The task =>
From the records, report how many lines hold the word "paths", with the number as the sole reply.

Material supplied =>

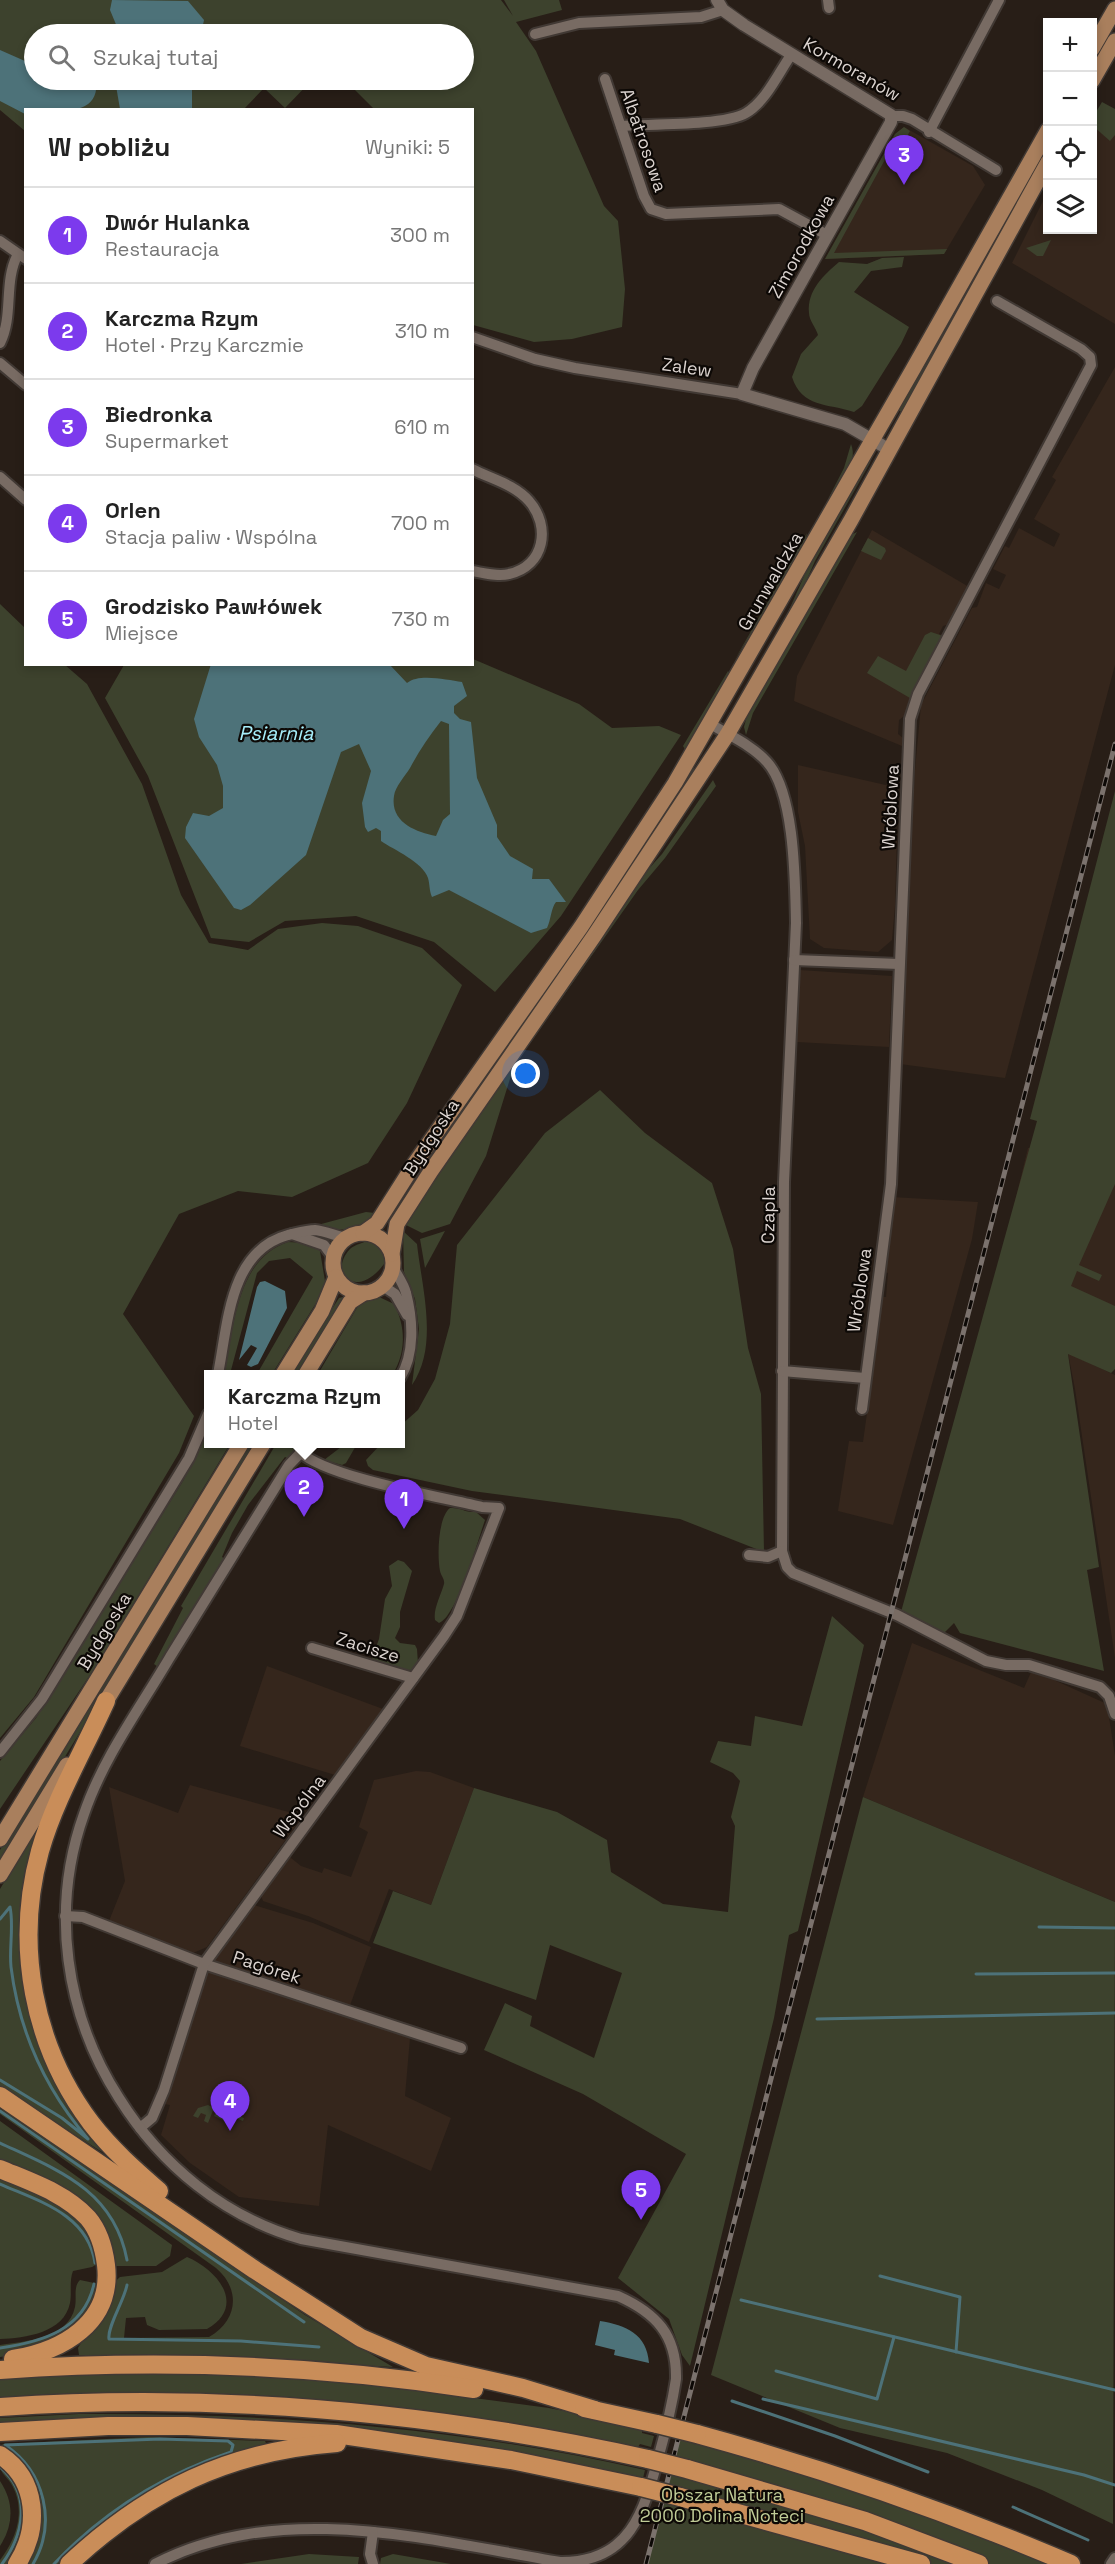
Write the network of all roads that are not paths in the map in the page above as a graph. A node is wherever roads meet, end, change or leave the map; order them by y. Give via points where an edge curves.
* * *
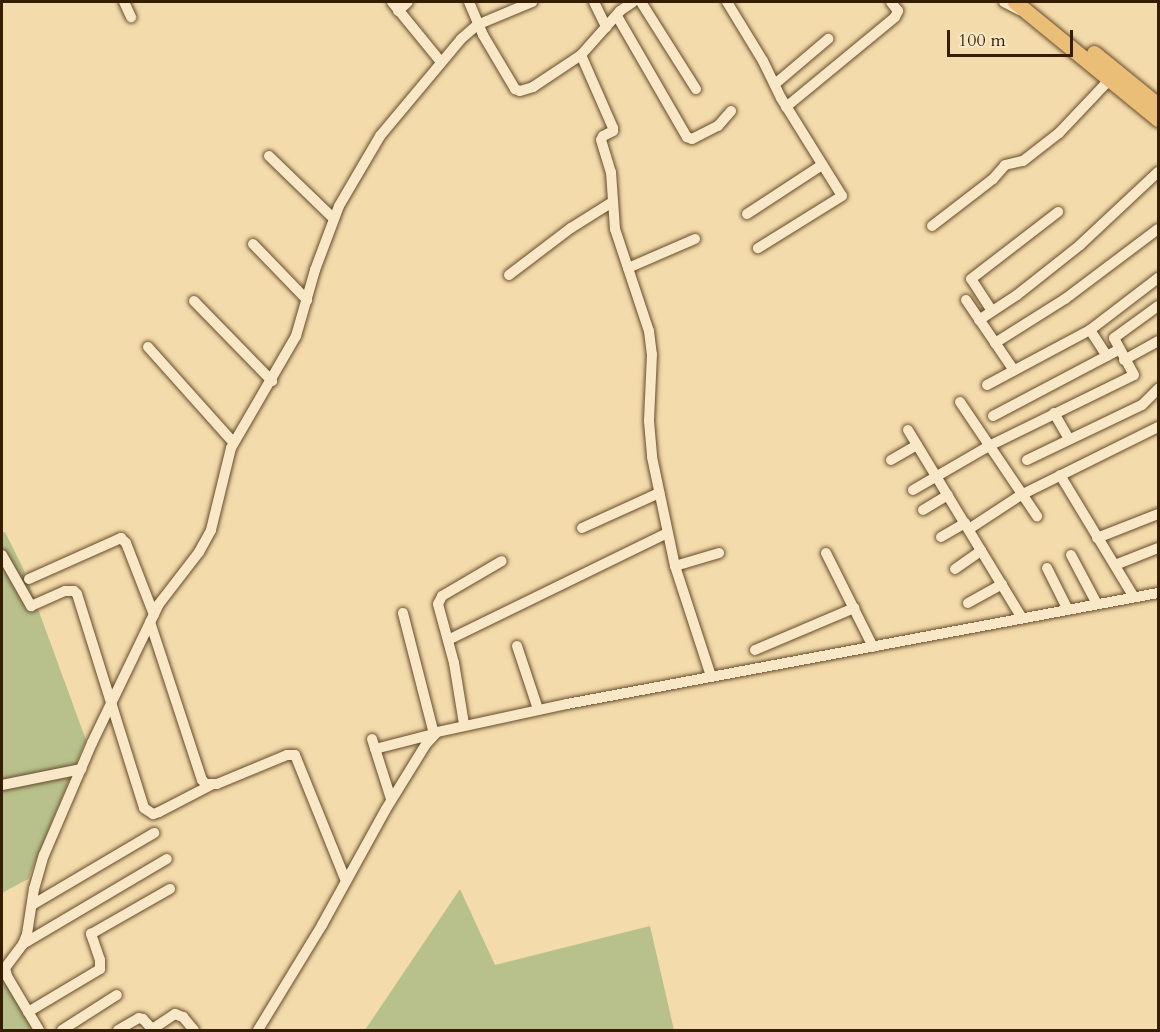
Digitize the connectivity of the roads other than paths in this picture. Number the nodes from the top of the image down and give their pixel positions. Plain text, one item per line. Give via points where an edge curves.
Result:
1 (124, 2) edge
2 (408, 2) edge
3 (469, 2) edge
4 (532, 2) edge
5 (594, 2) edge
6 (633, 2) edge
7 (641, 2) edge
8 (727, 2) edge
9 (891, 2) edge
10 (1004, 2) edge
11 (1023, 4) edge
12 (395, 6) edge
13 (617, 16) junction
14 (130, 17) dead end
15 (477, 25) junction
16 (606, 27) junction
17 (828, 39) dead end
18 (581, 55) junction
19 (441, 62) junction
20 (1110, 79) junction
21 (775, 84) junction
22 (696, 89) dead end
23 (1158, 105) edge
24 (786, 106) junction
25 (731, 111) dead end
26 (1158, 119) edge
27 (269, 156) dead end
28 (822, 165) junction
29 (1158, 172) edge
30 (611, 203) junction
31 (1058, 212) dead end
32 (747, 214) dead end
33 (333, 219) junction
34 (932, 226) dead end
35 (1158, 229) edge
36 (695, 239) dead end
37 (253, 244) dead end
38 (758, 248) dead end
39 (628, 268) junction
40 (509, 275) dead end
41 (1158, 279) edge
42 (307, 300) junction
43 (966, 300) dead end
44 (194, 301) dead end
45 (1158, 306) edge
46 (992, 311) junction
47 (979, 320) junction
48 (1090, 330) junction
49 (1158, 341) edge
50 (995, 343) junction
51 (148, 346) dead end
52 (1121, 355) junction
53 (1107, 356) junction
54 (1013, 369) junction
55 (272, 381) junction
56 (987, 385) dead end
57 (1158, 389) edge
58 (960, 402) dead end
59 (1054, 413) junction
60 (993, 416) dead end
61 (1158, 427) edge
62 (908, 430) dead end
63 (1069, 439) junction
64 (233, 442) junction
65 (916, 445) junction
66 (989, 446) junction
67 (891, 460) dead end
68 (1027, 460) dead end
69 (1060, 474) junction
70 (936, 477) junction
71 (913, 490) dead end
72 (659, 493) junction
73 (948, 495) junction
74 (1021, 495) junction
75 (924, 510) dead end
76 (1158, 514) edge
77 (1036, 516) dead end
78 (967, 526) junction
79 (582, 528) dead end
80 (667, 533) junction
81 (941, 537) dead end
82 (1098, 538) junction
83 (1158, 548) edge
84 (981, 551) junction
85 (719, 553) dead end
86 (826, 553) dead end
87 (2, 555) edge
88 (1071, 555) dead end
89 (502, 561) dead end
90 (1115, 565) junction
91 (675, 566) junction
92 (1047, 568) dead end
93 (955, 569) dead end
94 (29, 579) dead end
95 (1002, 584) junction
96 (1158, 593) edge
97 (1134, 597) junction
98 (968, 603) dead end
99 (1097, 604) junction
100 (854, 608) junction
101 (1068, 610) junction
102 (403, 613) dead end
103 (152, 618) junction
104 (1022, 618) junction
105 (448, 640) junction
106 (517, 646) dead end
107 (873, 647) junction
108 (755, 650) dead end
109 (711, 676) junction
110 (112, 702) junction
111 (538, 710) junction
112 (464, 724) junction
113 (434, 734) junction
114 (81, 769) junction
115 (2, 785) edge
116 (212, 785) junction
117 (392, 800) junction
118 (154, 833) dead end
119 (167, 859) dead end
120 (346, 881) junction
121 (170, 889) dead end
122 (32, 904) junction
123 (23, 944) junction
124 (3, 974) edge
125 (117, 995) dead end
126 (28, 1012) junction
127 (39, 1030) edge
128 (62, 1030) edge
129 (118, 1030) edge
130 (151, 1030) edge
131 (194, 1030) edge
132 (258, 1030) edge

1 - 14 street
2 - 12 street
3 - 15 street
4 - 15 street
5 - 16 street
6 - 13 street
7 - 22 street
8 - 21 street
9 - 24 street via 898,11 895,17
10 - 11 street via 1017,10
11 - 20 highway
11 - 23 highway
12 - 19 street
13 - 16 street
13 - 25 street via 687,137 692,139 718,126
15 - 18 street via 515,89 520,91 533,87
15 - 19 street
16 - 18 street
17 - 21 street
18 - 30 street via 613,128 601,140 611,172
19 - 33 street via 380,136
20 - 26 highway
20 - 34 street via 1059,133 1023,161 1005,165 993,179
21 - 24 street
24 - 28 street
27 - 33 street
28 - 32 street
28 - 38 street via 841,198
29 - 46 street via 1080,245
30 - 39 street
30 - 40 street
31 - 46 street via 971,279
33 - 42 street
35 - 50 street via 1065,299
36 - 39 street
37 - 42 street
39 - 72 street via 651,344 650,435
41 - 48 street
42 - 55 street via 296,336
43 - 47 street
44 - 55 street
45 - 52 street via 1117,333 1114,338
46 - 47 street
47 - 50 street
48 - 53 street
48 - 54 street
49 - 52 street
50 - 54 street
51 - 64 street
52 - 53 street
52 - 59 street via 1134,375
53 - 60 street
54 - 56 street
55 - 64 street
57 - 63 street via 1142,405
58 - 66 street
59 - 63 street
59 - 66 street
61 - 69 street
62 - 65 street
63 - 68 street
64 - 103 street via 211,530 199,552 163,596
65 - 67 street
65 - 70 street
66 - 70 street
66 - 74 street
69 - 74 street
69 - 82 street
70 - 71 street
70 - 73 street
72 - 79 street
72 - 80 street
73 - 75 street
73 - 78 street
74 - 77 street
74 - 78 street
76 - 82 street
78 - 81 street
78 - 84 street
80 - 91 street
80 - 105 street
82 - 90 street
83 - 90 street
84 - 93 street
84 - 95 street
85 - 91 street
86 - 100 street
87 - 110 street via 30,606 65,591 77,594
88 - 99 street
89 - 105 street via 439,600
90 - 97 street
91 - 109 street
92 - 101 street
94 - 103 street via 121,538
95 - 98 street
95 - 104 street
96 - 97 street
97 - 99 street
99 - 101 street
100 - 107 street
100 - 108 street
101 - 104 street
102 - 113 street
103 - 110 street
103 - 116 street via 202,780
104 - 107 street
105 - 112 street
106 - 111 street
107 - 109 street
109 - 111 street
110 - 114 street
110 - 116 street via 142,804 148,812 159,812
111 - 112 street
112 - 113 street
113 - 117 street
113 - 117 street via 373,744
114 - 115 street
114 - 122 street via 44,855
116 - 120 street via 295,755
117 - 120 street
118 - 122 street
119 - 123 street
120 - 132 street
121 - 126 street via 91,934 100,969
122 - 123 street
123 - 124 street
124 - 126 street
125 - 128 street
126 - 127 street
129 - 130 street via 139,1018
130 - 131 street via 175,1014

Answer =>
2